“Let’s talk about the future now we’ve put the past away,” Elvis Costello sang in Less Than Zero. The song went on to infamy during a Saturday Night Live appearance, and inspired Bret Easton Ellis to explore nihilism. Ellis’ past will be TV’s future as his book Less Than Zero is being developed into a series by Hulu, according to Variety.
“Set in Los Angeles in the early 1980’s, Less Than Zero has become a timeless classic,” reads the official statement. “This coolly mesmerising novel is a raw, powerful portrait of a lost generation who have experienced sex, drugs, and disaffection at too early an age. They live in a world shaped by casual nihilism, passivity, and too much money in a place devoid of feeling or hope.”
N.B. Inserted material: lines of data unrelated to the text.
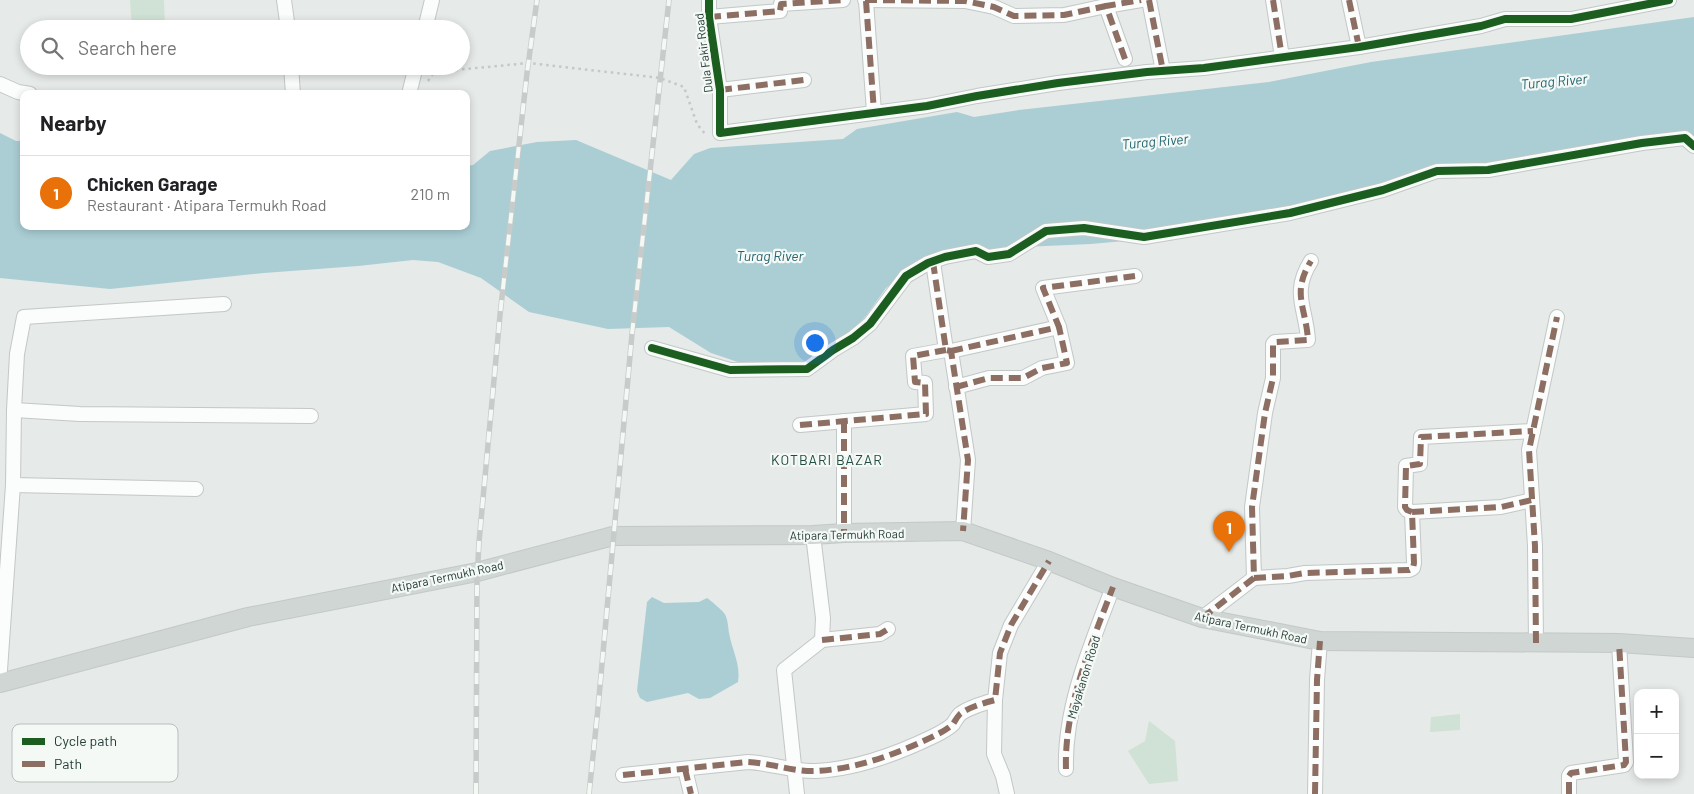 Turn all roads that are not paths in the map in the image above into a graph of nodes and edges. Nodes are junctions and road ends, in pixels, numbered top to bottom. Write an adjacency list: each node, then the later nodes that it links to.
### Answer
1 (284, 0): 16 (street)
2 (432, 0): 17 (street)
3 (709, 0): 15 (street, Dula Fakir Road)
4 (843, 0): 12 (street)
5 (866, 0): 11 (street); 30 (street)
6 (1141, 0): 14 (street)
7 (1149, 0): 21 (street)
8 (1273, 0): 19 (street)
9 (1349, 0): 18 (street)
10 (1669, 0): 13 (street)
11 (965, 1): 14 (street)
12 (788, 2): 15 (street)
13 (1615, 4): 18 (street)
14 (1106, 6): 20 (street)
15 (708, 17): 28 (street, Dula Fakir Road)
16 (287, 20)
17 (427, 20)
18 (1359, 47): 19 (street)
19 (1282, 57): 21 (street)
20 (1125, 59)
21 (1163, 71): 30 (street)
22 (292, 75): 26 (street)
23 (414, 75): 27 (street)
24 (804, 80): 28 (street)
25 (0, 84): 29 (street)
26 (293, 90)
27 (410, 90)
28 (720, 90): 30 (street, Dula Fakir Road)
29 (20, 92)
30 (874, 112)
31 (1694, 146): 33 (street)
32 (1311, 261): 54 (street)
33 (933, 262): 38 (street); 39 (street)
34 (1135, 276): 37 (street)
35 (224, 304): 41 (street)
36 (1557, 317): 45 (street)
37 (1059, 327): 39 (street); 40 (street)
38 (652, 348)
39 (949, 351): 40 (street); 43 (street)
40 (956, 386): 50 (street)
41 (14, 410): 42 (street); 46 (street)
42 (311, 416)
43 (844, 421): 44 (street); 51 (street)
44 (800, 425)
45 (1533, 431): 48 (street); 49 (street)
46 (13, 484): 47 (street); 63 (street)
47 (196, 489)
48 (1532, 500): 49 (street); 60 (street)
49 (1412, 512): 54 (street)
50 (963, 531): 51 (main road, Atipara Termukh Road); 53 (main road, Atipara Termukh Road)
51 (844, 533): 52 (main road, Atipara Termukh Road)
52 (812, 535): 58 (street); 64 (main road, Atipara Termukh Road)
53 (1049, 561): 55 (main road, Atipara Termukh Road); 65 (street)
54 (1254, 578): 56 (street)
55 (1113, 587): 56 (main road, Atipara Termukh Road); 68 (street, Mayakanon Road)
56 (1202, 618): 59 (main road, Atipara Termukh Road)
57 (888, 629): 58 (street)
58 (822, 640): 67 (street)
59 (1320, 642): 60 (main road, Atipara Termukh Road); 73 (street)
60 (1536, 643): 61 (main road, Atipara Termukh Road)
61 (1619, 643): 62 (main road, Atipara Termukh Road); 74 (street)
62 (1694, 648)
63 (0, 670)
64 (0, 683)
65 (995, 700): 67 (street); 72 (street)
66 (685, 769): 67 (street); 69 (street); 70 (street)
67 (795, 769): 71 (street)
68 (1066, 769)
69 (623, 775)
70 (691, 794)
71 (797, 794)
72 (1007, 794)
73 (1315, 794)
74 (1569, 794)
Less Than Zero will be written and executive produced by Craig Wright, who created and executive produces OWN’s Greenleaf, co-developed FX’s series adaptation of Gideon Raff novel Tyrant, and wrote for Lost and Six Feet Under.
“Clay comes home for Christmas vacation from his Eastern college and re-enters a landscape of limitless privilege and absolute moral entropy, where everyone drives Porches, dines at Spago, and snorts mountains of cocaine,” reads the official synopsis. “He tries to renew feelings for his girlfriend, Blair, and for his best friend from high school, Julian, who is careering into hustling and heroin. Clay’s holiday turns into a dizzying spiral of desperation that takes him through the relentless parties in glitzy mansions, seedy bars, and underground rock clubs and also into the seamy world of L.A. after dark.
Ellis’s 1985 novel was made into a 1987 film which starred Andrew McCarthy, Robert Downey Jr., James Spader and Jami Gertz. Ellis co-wrote the screenplay with Harley Peyton. Ellis’ books American Psycho and The Rules Of Attraction have also made it to screens.
There will be more news as the story develops.